## WORK INSTRUCTION
Counting only lines below that contain the string "roads", give the total as a single number.

## DATA IN THIS EXERCISE
-- Opening Marker --
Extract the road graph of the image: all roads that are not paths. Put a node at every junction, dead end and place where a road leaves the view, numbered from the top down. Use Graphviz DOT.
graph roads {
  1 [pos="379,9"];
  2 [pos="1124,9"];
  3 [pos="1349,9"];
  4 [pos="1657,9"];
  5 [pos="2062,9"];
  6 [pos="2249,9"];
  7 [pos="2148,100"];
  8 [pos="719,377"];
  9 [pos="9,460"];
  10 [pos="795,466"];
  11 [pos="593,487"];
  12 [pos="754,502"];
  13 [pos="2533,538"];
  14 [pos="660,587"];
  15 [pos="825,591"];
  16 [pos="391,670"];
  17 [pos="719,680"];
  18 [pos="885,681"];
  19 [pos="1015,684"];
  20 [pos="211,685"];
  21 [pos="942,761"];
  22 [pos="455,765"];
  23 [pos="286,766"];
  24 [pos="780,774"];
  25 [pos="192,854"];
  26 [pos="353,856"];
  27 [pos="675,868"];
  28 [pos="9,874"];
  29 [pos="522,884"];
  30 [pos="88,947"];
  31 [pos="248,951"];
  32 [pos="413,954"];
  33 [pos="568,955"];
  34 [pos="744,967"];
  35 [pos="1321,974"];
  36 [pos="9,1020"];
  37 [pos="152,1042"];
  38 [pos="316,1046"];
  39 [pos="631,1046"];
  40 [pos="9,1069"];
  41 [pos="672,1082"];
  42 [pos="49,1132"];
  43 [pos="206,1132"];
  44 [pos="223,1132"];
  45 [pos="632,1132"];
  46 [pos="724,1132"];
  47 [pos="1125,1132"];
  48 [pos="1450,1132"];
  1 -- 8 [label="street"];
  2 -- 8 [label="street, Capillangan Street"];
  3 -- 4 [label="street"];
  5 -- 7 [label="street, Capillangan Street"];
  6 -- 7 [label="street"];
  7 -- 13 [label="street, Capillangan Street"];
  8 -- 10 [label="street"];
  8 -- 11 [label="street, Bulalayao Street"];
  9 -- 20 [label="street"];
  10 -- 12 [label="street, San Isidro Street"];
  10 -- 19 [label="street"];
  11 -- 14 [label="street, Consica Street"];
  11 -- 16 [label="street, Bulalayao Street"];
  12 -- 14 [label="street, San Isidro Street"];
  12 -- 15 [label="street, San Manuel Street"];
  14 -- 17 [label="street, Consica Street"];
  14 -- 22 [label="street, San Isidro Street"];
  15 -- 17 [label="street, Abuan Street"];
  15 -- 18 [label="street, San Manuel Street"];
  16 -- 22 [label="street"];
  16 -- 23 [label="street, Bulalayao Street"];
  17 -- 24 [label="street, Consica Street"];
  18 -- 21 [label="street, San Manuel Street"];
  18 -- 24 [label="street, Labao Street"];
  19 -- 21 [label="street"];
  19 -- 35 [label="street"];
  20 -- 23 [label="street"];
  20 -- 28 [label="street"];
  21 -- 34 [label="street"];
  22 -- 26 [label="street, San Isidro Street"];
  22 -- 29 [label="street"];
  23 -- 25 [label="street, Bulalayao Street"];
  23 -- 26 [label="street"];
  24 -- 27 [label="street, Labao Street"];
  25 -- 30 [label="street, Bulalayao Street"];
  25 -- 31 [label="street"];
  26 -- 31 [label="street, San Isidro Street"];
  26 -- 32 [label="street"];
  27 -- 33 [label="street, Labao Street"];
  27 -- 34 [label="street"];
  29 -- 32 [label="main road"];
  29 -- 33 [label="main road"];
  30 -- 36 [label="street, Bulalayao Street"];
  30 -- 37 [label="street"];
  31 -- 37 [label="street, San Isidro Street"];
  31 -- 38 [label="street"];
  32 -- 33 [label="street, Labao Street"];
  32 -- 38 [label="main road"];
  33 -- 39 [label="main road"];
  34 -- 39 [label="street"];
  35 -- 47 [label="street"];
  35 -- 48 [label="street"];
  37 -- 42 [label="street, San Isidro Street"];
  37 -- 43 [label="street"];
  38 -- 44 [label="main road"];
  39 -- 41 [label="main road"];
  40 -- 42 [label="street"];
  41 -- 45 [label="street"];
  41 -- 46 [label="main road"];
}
-- Closing Marker --
## EXERCISE ANSWER
2